Description
This Easy Vegan General Tso’s Cauliflower features crispy baked cauliflower florets coated in a tangy, sweet, and spicy sauce inspired by the classic General Tso’s chicken dish. Perfectly plant-based and full of flavor, this recipe is a delicious Asian-inspired main course that’s quick to make and healthier than the traditional fried version.
Ingredients
Scale
Cauliflower and Batter
- 1 medium head cauliflower, cut into bite-sized florets
- 1 cup all-purpose flour
- 1/2 cup plant-based milk
- 1/2 cup water
- 1/2 teaspoon garlic powder
- 1/2 teaspoon salt
- 1/4 teaspoon black pepper
- 1 tablespoon oil (for baking or air frying)
Sauce
- 1/4 cup soy sauce
- 3 tablespoons rice vinegar
- 3 tablespoons maple syrup or agave
- 2 tablespoons hoisin sauce
- 1 tablespoon cornstarch mixed with 2 tablespoons water
- 1 tablespoon sesame oil
- 1 clove garlic, minced
- 1 teaspoon grated fresh ginger
- 1/4 teaspoon red pepper flakes (optional)
Garnish and Serving
- Sesame seeds
- Sliced green onions
- Cooked rice (for serving)
Instructions
- Prepare the batter: Preheat your oven to 425°F (220°C) and line a baking sheet with parchment paper.
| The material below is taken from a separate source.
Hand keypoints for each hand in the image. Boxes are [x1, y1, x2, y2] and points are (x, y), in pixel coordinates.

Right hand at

In a medium bowl, whisk together the all-purpose flour, plant-based milk, water, garlic powder, salt, and black pepper until you achieve a smooth batter.
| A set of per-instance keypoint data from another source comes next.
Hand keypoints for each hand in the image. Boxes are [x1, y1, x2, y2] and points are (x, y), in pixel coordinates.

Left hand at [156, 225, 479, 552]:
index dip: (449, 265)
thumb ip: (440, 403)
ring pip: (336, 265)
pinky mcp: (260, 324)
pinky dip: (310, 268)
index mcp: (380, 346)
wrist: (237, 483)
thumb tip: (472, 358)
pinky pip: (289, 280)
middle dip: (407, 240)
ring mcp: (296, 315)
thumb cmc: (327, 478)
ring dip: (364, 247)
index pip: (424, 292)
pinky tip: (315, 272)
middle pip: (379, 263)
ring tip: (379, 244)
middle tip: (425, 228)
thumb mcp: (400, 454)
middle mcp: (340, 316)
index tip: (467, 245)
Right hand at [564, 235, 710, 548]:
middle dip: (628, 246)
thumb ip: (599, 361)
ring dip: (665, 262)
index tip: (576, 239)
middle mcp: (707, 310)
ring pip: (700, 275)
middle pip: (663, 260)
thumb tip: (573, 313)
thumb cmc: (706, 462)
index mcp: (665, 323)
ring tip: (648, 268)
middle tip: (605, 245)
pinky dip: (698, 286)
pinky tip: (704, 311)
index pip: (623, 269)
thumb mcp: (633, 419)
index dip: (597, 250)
- Batter and bake cauliflower: Dip each cauliflower floret into the batter, allowing any excess to drip off before placing them onto the prepared baking sheet. Lightly spray or brush the florets with oil to aid crisping. Bake for 25 to 30 minutes, flipping halfway through, until the florets are golden and crispy.
- Make the sauce: While the cauliflower bakes, heat a small saucepan over medium heat and combine soy sauce, rice vinegar, maple syrup or agave, hoisin sauce, sesame oil, minced garlic, grated ginger, and red pepper flakes if using. Bring the mixture to a simmer, then stir in the cornstarch slurry. Continue cooking and stirring for 1 to 2 minutes until the sauce thickens. Remove from heat.
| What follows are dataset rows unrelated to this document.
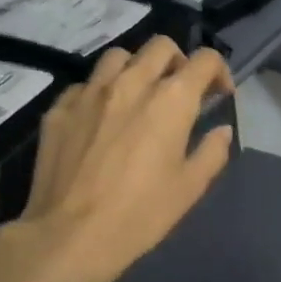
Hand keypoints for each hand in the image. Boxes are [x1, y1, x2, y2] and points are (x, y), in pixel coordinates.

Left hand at [0, 37, 234, 281]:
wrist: (71, 234)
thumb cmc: (141, 214)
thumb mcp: (190, 188)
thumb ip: (212, 152)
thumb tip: (220, 131)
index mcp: (171, 100)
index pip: (204, 60)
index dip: (219, 72)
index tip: (219, 95)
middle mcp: (131, 82)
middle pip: (161, 47)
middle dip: (179, 62)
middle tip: (180, 92)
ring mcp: (90, 92)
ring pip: (119, 57)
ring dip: (137, 69)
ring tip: (139, 97)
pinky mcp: (59, 108)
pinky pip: (85, 84)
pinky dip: (101, 92)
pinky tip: (101, 119)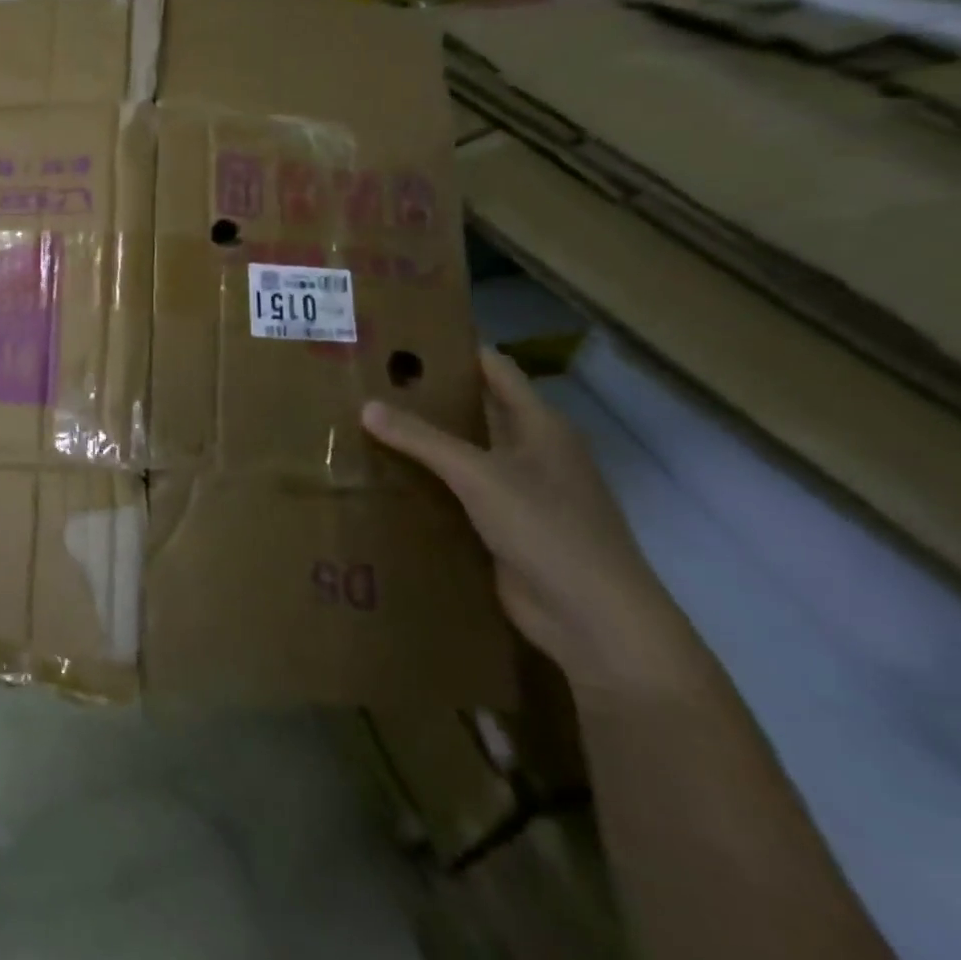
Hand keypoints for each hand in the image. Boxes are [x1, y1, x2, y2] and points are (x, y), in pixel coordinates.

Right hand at [362, 347, 701, 698]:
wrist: (595, 621)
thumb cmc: (548, 529)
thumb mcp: (479, 475)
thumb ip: (422, 438)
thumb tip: (366, 405)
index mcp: (540, 425)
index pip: (494, 368)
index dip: (454, 350)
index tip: (402, 338)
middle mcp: (532, 451)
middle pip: (475, 409)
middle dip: (428, 397)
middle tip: (369, 381)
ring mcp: (520, 491)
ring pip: (464, 453)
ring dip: (424, 442)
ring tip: (365, 423)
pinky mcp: (504, 527)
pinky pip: (459, 493)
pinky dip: (428, 482)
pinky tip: (386, 476)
- Toss cauliflower with sauce: Once the cauliflower is baked, transfer it to a large bowl and toss with the warm sauce until evenly coated.
- Serve: Plate the sauced cauliflower over cooked rice and garnish with sesame seeds and sliced green onions. Serve immediately for best texture and flavor.
Notes
- For extra crispiness, you can air fry the batter-coated cauliflower at 400°F (200°C) for 18–20 minutes instead of baking.
- Feel free to add steamed broccoli or snow peas to the dish to include more vegetables and variety.